By Chicagotheaterbeat @chitheaterbeat

Review: Next Stop (Route 66 Theatre Company)   
  
Next Stop 

Music and Lyrics by Diana Lawrence
Directed by Erica Weiss  
at Theater Wit, 1229 Welmont (map)
thru June 26  |  tickets: $25   |  more info
  
Check for half-price tickets 
  
  
   Read entire review
  


     

     

Sweet song Chicago

     

Review: Next Stop (Route 66 Theatre Company)

  

Route 66 Theatre presents

  

Next Stop: a new Chicago musical

Review by Lawrence Bommer

OPPORTUNITY ALERT: There are only three more performances (including tonight’s) to see “Next Stop,” a clever and charming all-Chicago musical created by six local writers, set near specific el stops, and inspired by (and in turn inspiring new) songs by Diana Lawrence (of Diana and the Dishes fame and director of Porch Light Music Theatre’s revival of Jonathan Larsen’s Tick, Tick, Boom whose set it shares). Like A Twist of Water, Route 66’s huge hit about the Watery City, Next Stop is as Chicago as it gets.

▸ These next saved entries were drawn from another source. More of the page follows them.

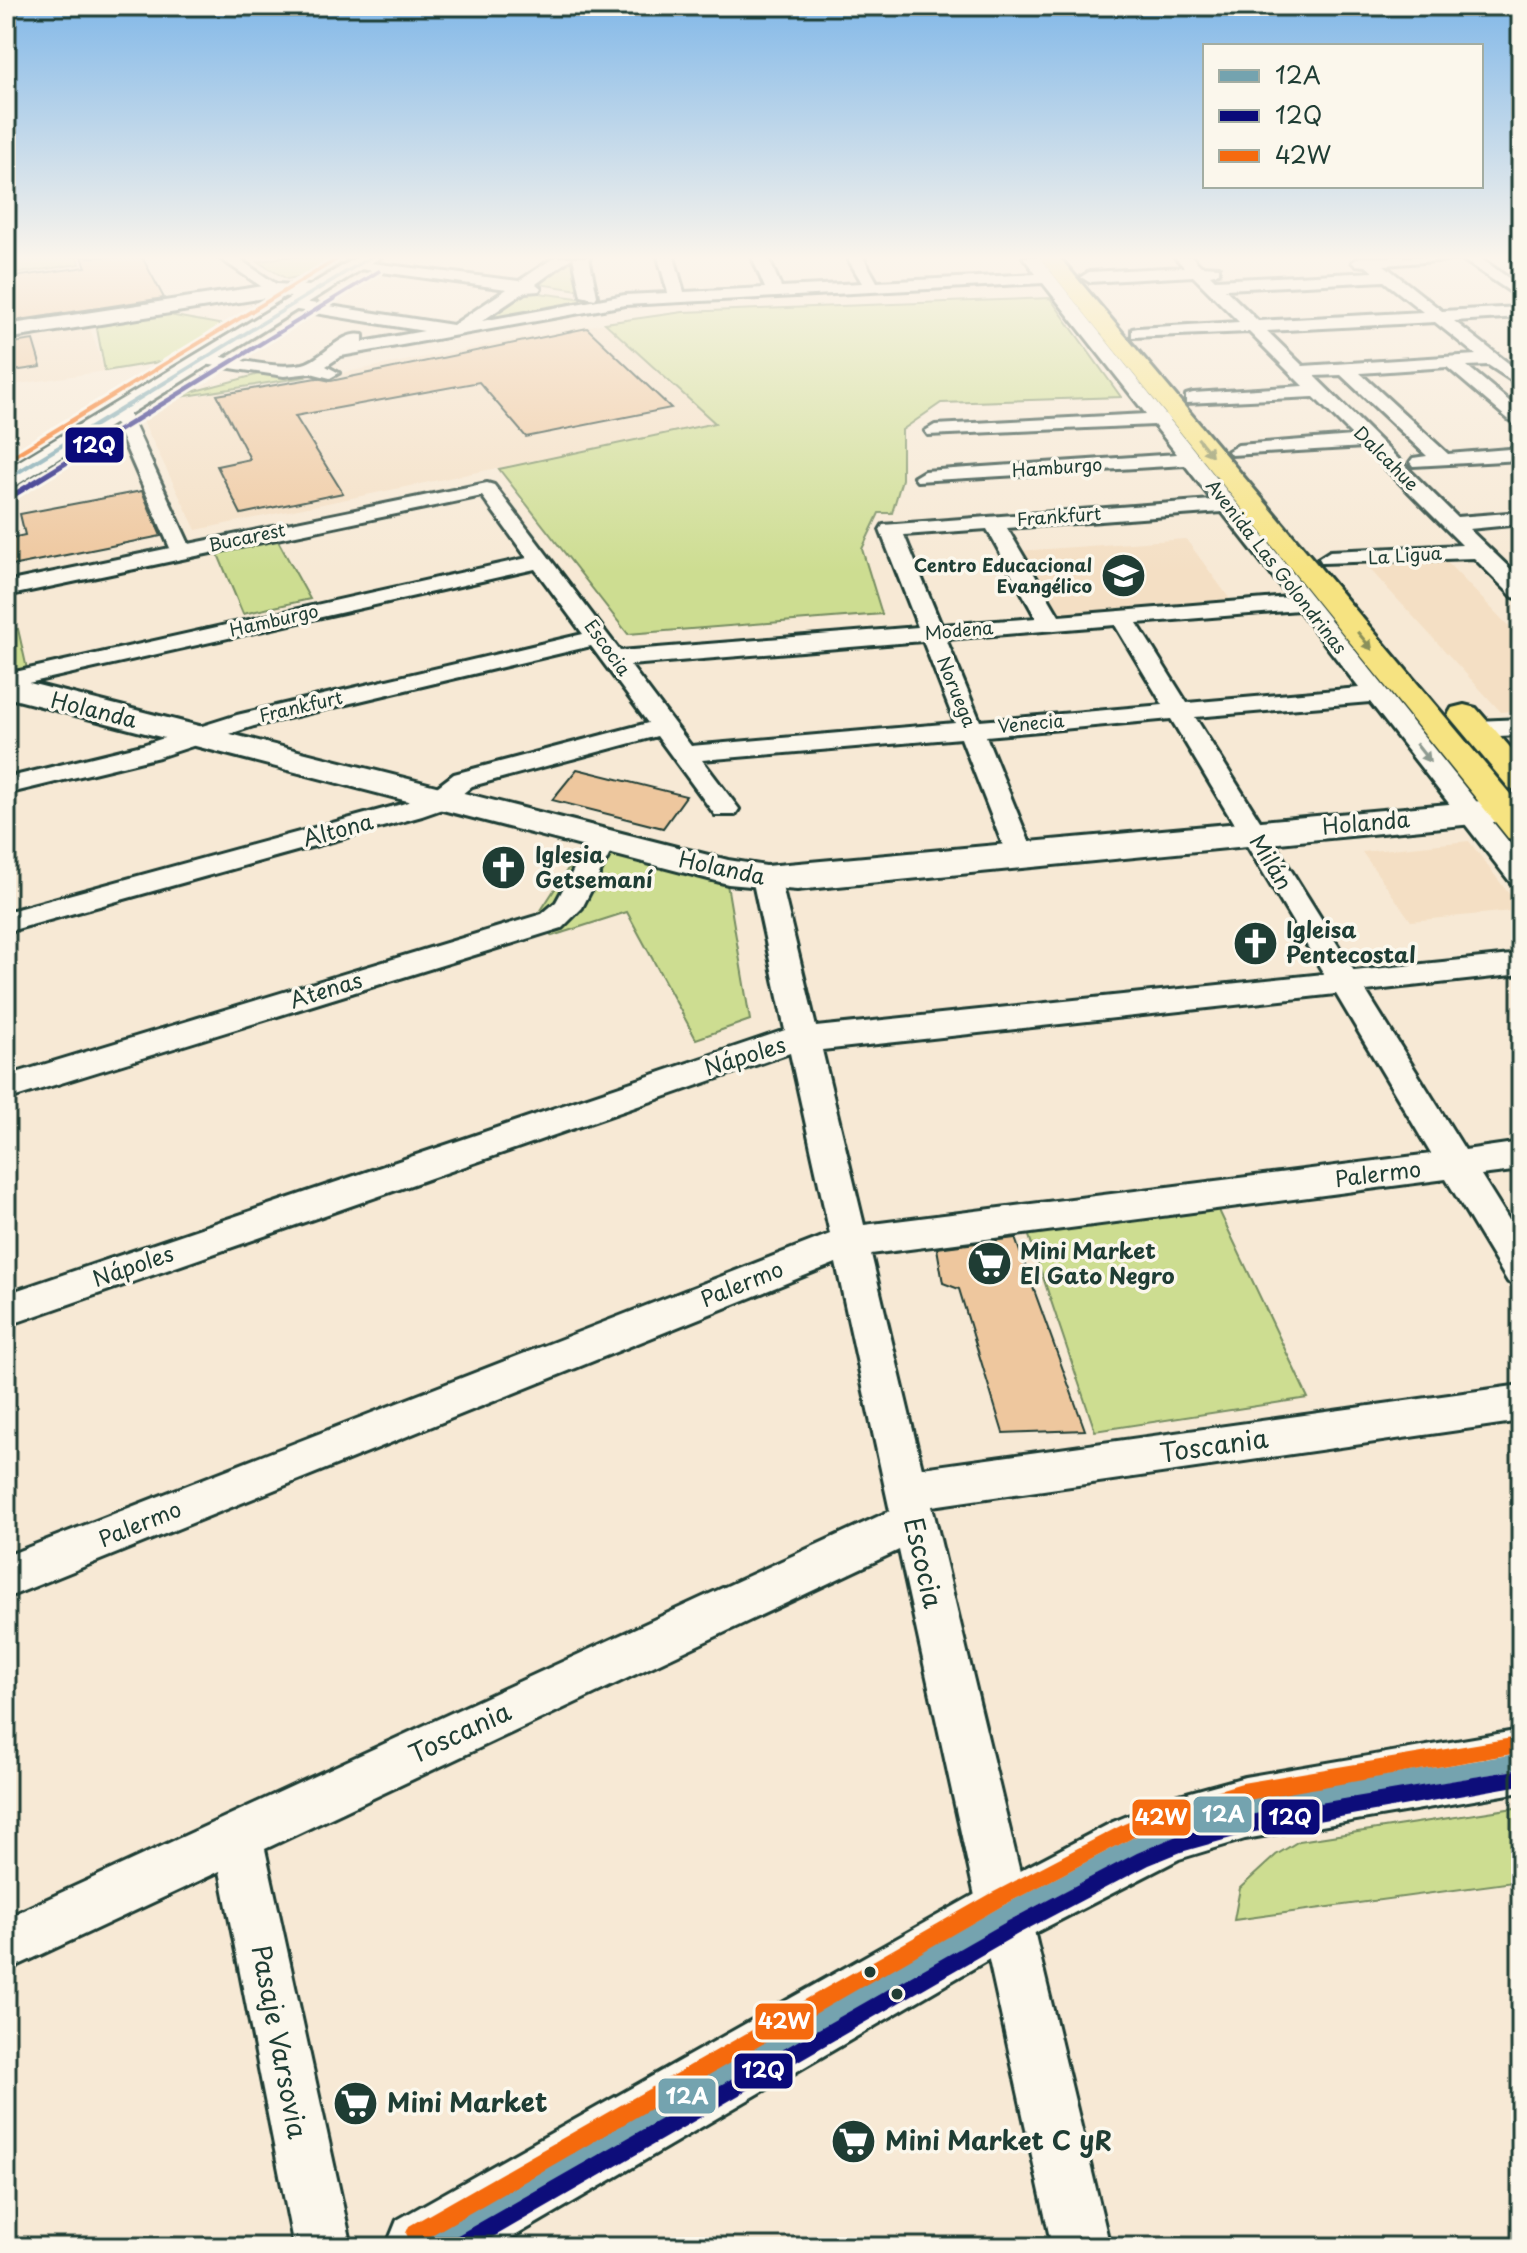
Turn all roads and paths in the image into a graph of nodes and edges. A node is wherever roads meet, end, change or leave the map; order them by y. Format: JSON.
{"nodes":[{"id":1,"x":199,"y":362,"type":"edge"},
{"id":2,"x":225,"y":362,"type":"edge"},
{"id":3,"x":321,"y":362,"type":"edge"},
{"id":4,"x":1117,"y":362,"type":"edge"},
{"id":5,"x":1129,"y":362,"type":"edge"},
{"id":6,"x":1162,"y":362,"type":"edge"},
{"id":7,"x":1289,"y":362,"type":"edge"},
{"id":8,"x":1449,"y":362,"type":"edge"},
{"id":9,"x":1451,"y":362,"type":"edge"},
{"id":10,"x":1496,"y":362,"type":"edge"},
{"id":11,"x":311,"y":368,"type":"junction"},
{"id":12,"x":1345,"y":369,"type":"junction"},
{"id":13,"x":1299,"y":372,"type":"junction"},
{"id":14,"x":330,"y":373,"type":"dead end"},
{"id":15,"x":1519,"y":379,"type":"edge"},
{"id":16,"x":1475,"y":382,"type":"junction"},
{"id":17,"x":1318,"y":391,"type":"junction"},
{"id":18,"x":1193,"y":399,"type":"junction"},
{"id":19,"x":119,"y":411,"type":"junction"},
{"id":20,"x":1159,"y":419,"type":"junction"},
{"id":21,"x":1521,"y":420,"type":"edge"},
{"id":22,"x":935,"y":431,"type":"dead end"},
{"id":23,"x":1369,"y":441,"type":"junction"},
{"id":24,"x":1238,"y":451,"type":"junction"},
{"id":25,"x":1521,"y":454,"type":"edge"},
{"id":26,"x":1191,"y":459,"type":"junction"},
{"id":27,"x":1443,"y":460,"type":"junction"},
{"id":28,"x":1392,"y":464,"type":"junction"},
{"id":29,"x":924,"y":477,"type":"dead end"},
{"id":30,"x":6,"y":480,"type":"edge"},
{"id":31,"x":487,"y":489,"type":"joint"},
{"id":32,"x":1227,"y":505,"type":"junction"},
{"id":33,"x":1287,"y":508,"type":"dead end"},
{"id":34,"x":1521,"y":518,"type":"edge"},
{"id":35,"x":993,"y":521,"type":"junction"},
{"id":36,"x":1452,"y":524,"type":"junction"},
{"id":37,"x":892,"y":529,"type":"joint"},
{"id":38,"x":1320,"y":547,"type":"joint"},
{"id":39,"x":1479,"y":551,"type":"junction"},
{"id":40,"x":182,"y":552,"type":"junction"},
{"id":41,"x":542,"y":561,"type":"junction"},
{"id":42,"x":6,"y":589,"type":"edge"},
{"id":43,"x":1521,"y":592,"type":"edge"},
{"id":44,"x":1304,"y":603,"type":"junction"},
{"id":45,"x":1122,"y":618,"type":"junction"},
{"id":46,"x":1051,"y":623,"type":"junction"},
{"id":47,"x":932,"y":633,"type":"junction"},
{"id":48,"x":598,"y":637,"type":"junction"},
{"id":49,"x":614,"y":659,"type":"junction"},
{"id":50,"x":6,"y":681,"type":"edge"},
{"id":51,"x":6,"y":687,"type":"edge"},
{"id":52,"x":1376,"y":694,"type":"junction"},
{"id":53,"x":1423,"y":710,"type":"junction"},
{"id":54,"x":1179,"y":711,"type":"junction"},
{"id":55,"x":664,"y":726,"type":"junction"},
{"id":56,"x":1521,"y":727,"type":"edge"},
{"id":57,"x":971,"y":729,"type":"junction"},
{"id":58,"x":1476,"y":729,"type":"junction"},
{"id":59,"x":195,"y":736,"type":"junction"},
{"id":60,"x":685,"y":754,"type":"junction"},
{"id":61,"x":6,"y":786,"type":"edge"},
{"id":62,"x":440,"y":798,"type":"junction"},
{"id":63,"x":725,"y":809,"type":"dead end"},
{"id":64,"x":1507,"y":809,"type":"edge"},
{"id":65,"x":1254,"y":834,"type":"junction"},
{"id":66,"x":603,"y":840,"type":"junction"},
{"id":67,"x":1021,"y":856,"type":"junction"},
{"id":68,"x":1521,"y":876,"type":"edge"},
{"id":69,"x":766,"y":878,"type":"junction"},
{"id":70,"x":6,"y":922,"type":"edge"},
{"id":71,"x":1521,"y":964,"type":"edge"},
{"id":72,"x":1344,"y":982,"type":"junction"},
{"id":73,"x":802,"y":1039,"type":"junction"},
{"id":74,"x":6,"y":1088,"type":"edge"},
{"id":75,"x":1521,"y":1156,"type":"edge"},
{"id":76,"x":1455,"y":1164,"type":"junction"},
{"id":77,"x":849,"y":1242,"type":"junction"},
{"id":78,"x":1521,"y":1271,"type":"edge"},
{"id":79,"x":6,"y":1310,"type":"edge"},
{"id":80,"x":1521,"y":1403,"type":"edge"},
{"id":81,"x":910,"y":1506,"type":"junction"},
{"id":82,"x":6,"y":1577,"type":"edge"},
{"id":83,"x":1521,"y":1761,"type":"edge"},
{"id":84,"x":238,"y":1836,"type":"junction"},
{"id":85,"x":1004,"y":1914,"type":"junction"},
{"id":86,"x":6,"y":1945,"type":"edge"},
{"id":87,"x":323,"y":2247,"type":"edge"},
{"id":88,"x":424,"y":2247,"type":"edge"},
{"id":89,"x":1081,"y":2247,"type":"edge"}],
"edges":[{"from":1,"to":19,"type":"street"},
{"from":2,"to":11,"type":"street"},
{"from":3,"to":11,"type":"street"},
{"from":4,"to":20,"type":"street","name":"Avenida Las Golondrinas"},
{"from":5,"to":53,"type":"main road","name":"Avenida Las Golondrinas","one_way":true},
{"from":6,"to":18,"type":"main road","name":"Avenida Las Golondrinas"},
{"from":7,"to":13,"type":"street","name":"Dalcahue"},
{"from":8,"to":12,"type":"street"},
{"from":9,"to":16,"type":"street"},
{"from":10,"to":15,"type":"street"},
{"from":11,"to":14,"type":"street"},
{"from":12,"to":13,"type":"street"},
{"from":12,"to":27,"type":"street","name":"Dalcahue"},
{"from":13,"to":17,"type":"street","name":"Dalcahue"},
{"from":15,"to":16,"type":"street"},
{"from":16,"to":21,"type":"street"},
{"from":17,"to":18,"type":"street"},
{"from":17,"to":23,"type":"street","name":"Dalcahue"},
{"from":18,"to":24,"type":"main road","name":"Avenida Las Golondrinas"},
{"from":19,"to":30,"type":"street"},
{"from":19,"to":40,"type":"street"},
{"from":20,"to":22,"type":"street"},
{"from":20,"to":26,"type":"street","name":"Avenida Las Golondrinas"},
{"from":23,"to":24,"type":"street"},
{"from":23,"to":28,"type":"street","name":"Dalcahue"},
{"from":24,"to":33,"type":"main road","name":"Avenida Las Golondrinas"},
{"from":25,"to":27,"type":"street"},
{"from":26,"to":29,"type":"street","name":"Hamburgo"},
{"from":26,"to":32,"type":"street","name":"Avenida Las Golondrinas"},
{"from":27,"to":28,"type":"street"},
{"from":28,"to":36,"type":"street","name":"Dalcahue"},
{"from":31,"to":40,"type":"street","name":"Bucarest"},
{"from":31,"to":41,"type":"street","name":"Escocia"},
{"from":32,"to":35,"type":"street","name":"Frankfurt"},
{"from":32,"to":44,"type":"street","name":"Avenida Las Golondrinas"},
{"from":34,"to":36,"type":"street"},
{"from":35,"to":37,"type":"street","name":"Frankfurt"},
{"from":35,"to":46,"type":"street"},
{"from":36,"to":39,"type":"street","name":"Dalcahue"},
{"from":37,"to":47,"type":"street","name":"Noruega"},
{"from":38,"to":39,"type":"street","name":"La Ligua"},
{"from":38,"to":58,"type":"main road","name":"Avenida Las Golondrinas"},
{"from":39,"to":43,"type":"street","name":"Dalcahue"},
{"from":40,"to":42,"type":"street","name":"Bucarest"},
{"from":41,"to":48,"type":"street","name":"Escocia"},
{"from":41,"to":50,"type":"street","name":"Hamburgo"},
{"from":44,"to":45,"type":"street","name":"Modena"},
{"from":44,"to":52,"type":"street","name":"Avenida Las Golondrinas"},
{"from":45,"to":46,"type":"street","name":"Modena"},
{"from":45,"to":54,"type":"street","name":"Milán"},
{"from":46,"to":47,"type":"street","name":"Modena"},
{"from":47,"to":49,"type":"street","name":"Modena"},
{"from":47,"to":57,"type":"street","name":"Noruega"},
{"from":48,"to":49,"type":"street","name":"Escocia"},
{"from":48,"to":59,"type":"street","name":"Frankfurt"},
{"from":49,"to":55,"type":"street","name":"Escocia"},
{"from":51,"to":59,"type":"street","name":"Holanda"},
{"from":52,"to":54,"type":"street","name":"Venecia"},
{"from":52,"to":64,"type":"street","name":"Avenida Las Golondrinas","one_way":true},
{"from":53,"to":58,"type":"main road"},
{"from":53,"to":64,"type":"main road","name":"Avenida Las Golondrinas"},
{"from":54,"to":57,"type":"street","name":"Venecia"},
{"from":54,"to":65,"type":"street","name":"Milán"},
{"from":55,"to":60,"type":"street","name":"Escocia"},
{"from":55,"to":62,"type":"street","name":"Altona"},
{"from":56,"to":58,"type":"street"},
{"from":57,"to":60,"type":"street","name":"Venecia"},
{"from":57,"to":67,"type":"street","name":"Noruega"},
{"from":58,"to":64,"type":"main road","name":"Avenida Las Golondrinas"},
{"from":59,"to":61,"type":"street","name":"Frankfurt"},
{"from":59,"to":62,"type":"street","name":"Holanda"},
{"from":60,"to":63,"type":"street","name":"Escocia"},
{"from":62,"to":66,"type":"street","name":"Holanda"},
{"from":62,"to":70,"type":"street","name":"Altona"},
{"from":64,"to":65,"type":"street","name":"Holanda"},
{"from":64,"to":68,"type":"street","name":"Avenida Las Golondrinas"},
{"from":65,"to":67,"type":"street","name":"Holanda"},
{"from":65,"to":72,"type":"street","name":"Milán"},
{"from":66,"to":69,"type":"street","name":"Holanda"},
{"from":66,"to":74,"type":"street","name":"Atenas"},
{"from":67,"to":69,"type":"street","name":"Holanda"},
{"from":69,"to":73,"type":"street","name":"Escocia"},
{"from":71,"to":72,"type":"street","name":"Nápoles"},
{"from":72,"to":73,"type":"street","name":"Nápoles"},
{"from":72,"to":76,"type":"street","name":"Milán"},
{"from":73,"to":77,"type":"street","name":"Escocia"},
{"from":73,"to":79,"type":"street","name":"Nápoles"},
{"from":75,"to":76,"type":"street","name":"Palermo"},
{"from":76,"to":77,"type":"street","name":"Palermo"},
{"from":76,"to":78,"type":"street","name":"Milán"},
{"from":77,"to":81,"type":"street","name":"Escocia"},
{"from":77,"to":82,"type":"street","name":"Palermo"},
{"from":80,"to":81,"type":"street","name":"Toscania"},
{"from":81,"to":84,"type":"street","name":"Toscania"},
{"from":81,"to":85,"type":"street","name":"Escocia"},
{"from":83,"to":85,"type":"street"},
{"from":84,"to":86,"type":"street","name":"Toscania"},
{"from":84,"to":87,"type":"street","name":"Pasaje Varsovia"},
{"from":85,"to":88,"type":"street"},
{"from":85,"to":89,"type":"street","name":"Escocia"}]}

Review: Next Stop (Route 66 Theatre Company)
In only 70-minutes this world premiere collaboration (or, as Route 66 Theatre Company charmingly puts it, “mutual inspiration”) spins seven stories (at ten minutes a tale) about hopers and dreamers. Their quiet epiphanies or raw revelations stretch from a bus station near Chicago to the Red Line stop at Loyola. Along the way we see strugglers, stragglers and survivors. They’re trying to start over in the same place, searching for success and finding failure, and making seminal encounters that can change the next 50 years in an instant. A young but very accomplished cast manage to look just like their characters—and even more like their audience.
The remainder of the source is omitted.